┌────────

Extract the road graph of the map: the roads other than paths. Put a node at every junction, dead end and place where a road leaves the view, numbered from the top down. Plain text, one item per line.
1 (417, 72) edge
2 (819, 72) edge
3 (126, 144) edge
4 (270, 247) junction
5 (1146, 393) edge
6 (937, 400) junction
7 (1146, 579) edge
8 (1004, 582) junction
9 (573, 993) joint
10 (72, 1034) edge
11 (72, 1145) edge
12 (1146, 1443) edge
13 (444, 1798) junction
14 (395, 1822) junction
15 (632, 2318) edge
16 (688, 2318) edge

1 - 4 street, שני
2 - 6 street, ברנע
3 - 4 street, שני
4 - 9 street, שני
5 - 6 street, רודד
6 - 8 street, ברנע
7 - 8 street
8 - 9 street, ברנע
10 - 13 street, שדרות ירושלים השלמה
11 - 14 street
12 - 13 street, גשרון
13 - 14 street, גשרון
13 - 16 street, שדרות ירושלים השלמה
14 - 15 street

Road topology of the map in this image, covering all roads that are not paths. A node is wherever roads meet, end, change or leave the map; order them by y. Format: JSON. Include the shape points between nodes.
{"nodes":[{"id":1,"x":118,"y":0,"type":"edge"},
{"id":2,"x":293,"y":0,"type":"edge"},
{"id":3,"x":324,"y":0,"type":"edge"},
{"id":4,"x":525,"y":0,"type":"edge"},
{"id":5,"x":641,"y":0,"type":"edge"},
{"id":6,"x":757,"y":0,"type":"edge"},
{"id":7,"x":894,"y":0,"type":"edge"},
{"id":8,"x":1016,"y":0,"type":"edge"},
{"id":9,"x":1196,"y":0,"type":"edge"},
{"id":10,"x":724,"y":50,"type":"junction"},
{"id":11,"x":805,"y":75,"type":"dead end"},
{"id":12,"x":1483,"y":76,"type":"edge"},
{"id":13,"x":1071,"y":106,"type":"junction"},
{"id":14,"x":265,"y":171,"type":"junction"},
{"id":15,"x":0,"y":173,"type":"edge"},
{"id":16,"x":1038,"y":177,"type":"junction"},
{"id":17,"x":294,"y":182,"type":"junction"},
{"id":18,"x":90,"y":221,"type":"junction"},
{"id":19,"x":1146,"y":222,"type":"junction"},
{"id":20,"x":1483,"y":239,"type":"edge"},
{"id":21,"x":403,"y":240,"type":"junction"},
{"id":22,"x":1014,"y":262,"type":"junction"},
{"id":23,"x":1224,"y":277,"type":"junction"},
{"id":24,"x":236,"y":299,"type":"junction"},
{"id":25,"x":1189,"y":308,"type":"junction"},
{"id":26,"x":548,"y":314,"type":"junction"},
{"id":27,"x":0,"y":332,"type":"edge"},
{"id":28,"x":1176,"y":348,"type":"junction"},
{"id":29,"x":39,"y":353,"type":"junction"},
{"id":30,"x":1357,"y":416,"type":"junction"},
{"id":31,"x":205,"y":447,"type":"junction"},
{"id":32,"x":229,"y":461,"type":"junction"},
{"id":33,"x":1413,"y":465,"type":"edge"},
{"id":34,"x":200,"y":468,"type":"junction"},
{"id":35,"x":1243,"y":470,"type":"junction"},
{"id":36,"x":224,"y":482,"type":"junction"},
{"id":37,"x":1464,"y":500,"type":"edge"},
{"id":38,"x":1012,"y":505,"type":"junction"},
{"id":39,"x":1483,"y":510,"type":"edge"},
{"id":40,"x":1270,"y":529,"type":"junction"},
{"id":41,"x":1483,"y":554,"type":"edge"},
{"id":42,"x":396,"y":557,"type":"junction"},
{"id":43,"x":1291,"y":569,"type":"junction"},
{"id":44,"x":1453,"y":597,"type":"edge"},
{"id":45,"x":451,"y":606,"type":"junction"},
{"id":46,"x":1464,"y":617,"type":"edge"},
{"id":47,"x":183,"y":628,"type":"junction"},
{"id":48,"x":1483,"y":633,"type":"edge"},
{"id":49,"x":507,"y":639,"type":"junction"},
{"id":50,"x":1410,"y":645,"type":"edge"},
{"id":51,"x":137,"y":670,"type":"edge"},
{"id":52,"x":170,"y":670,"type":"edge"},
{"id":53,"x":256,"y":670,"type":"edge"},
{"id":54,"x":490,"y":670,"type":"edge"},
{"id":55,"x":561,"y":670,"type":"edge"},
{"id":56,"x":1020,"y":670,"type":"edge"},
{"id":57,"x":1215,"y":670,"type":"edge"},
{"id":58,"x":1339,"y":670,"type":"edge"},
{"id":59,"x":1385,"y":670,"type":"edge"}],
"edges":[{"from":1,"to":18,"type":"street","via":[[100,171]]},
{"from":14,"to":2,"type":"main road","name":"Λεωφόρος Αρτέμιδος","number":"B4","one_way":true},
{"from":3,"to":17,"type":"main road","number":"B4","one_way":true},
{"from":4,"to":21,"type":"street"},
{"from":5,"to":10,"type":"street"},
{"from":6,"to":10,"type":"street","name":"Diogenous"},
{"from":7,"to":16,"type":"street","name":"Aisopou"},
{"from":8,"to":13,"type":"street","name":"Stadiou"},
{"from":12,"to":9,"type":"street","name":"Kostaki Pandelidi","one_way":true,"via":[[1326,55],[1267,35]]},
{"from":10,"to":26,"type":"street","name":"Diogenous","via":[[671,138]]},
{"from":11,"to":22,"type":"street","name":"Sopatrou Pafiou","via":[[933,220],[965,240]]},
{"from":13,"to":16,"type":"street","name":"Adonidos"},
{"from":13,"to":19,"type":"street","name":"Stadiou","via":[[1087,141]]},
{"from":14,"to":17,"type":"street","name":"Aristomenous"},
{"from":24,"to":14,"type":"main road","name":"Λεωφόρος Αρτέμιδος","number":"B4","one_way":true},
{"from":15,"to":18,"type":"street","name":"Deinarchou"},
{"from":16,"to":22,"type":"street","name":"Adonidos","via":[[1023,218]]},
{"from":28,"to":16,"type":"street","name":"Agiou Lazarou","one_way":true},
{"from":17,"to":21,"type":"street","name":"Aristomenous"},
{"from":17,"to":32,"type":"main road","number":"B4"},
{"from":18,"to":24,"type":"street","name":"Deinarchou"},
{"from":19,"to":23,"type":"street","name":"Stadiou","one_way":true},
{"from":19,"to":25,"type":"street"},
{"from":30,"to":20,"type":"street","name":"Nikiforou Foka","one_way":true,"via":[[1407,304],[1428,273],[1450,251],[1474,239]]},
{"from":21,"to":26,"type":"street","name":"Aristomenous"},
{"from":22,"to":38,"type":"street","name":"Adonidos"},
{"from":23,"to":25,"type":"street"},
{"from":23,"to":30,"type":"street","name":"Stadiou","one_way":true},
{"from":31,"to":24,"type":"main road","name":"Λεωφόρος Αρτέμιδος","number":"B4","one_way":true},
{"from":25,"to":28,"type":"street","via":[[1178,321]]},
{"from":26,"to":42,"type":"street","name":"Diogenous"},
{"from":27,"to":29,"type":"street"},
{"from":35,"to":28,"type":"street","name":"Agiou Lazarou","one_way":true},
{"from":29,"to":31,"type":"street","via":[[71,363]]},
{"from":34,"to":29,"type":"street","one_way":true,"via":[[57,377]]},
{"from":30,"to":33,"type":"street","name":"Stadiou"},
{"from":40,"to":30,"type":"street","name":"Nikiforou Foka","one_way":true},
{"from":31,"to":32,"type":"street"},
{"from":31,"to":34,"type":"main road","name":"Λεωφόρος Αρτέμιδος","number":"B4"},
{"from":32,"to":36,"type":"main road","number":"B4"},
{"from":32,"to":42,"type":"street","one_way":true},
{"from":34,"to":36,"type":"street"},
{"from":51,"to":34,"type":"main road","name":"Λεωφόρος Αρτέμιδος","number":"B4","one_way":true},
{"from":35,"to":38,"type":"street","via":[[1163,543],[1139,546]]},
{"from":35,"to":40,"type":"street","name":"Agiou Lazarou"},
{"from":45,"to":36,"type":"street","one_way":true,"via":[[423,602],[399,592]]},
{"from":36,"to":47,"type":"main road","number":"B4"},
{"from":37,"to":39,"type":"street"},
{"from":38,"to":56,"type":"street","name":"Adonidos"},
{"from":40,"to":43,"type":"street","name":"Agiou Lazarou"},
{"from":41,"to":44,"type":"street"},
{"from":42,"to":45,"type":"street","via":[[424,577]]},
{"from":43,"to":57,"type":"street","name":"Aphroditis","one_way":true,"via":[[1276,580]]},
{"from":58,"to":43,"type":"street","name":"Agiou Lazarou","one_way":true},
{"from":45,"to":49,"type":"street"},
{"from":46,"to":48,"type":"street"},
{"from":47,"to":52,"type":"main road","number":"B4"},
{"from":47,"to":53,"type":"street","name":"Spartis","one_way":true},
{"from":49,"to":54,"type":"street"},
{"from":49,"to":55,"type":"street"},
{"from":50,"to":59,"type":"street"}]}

└────────

» Work request: The result is a copy of every line above where the word "Foka" shows up.

» Response to the exercise:
{"from":30,"to":20,"type":"street","name":"Nikiforou Foka","one_way":true,"via":[[1407,304],[1428,273],[1450,251],[1474,239]]},
{"from":40,"to":30,"type":"street","name":"Nikiforou Foka","one_way":true},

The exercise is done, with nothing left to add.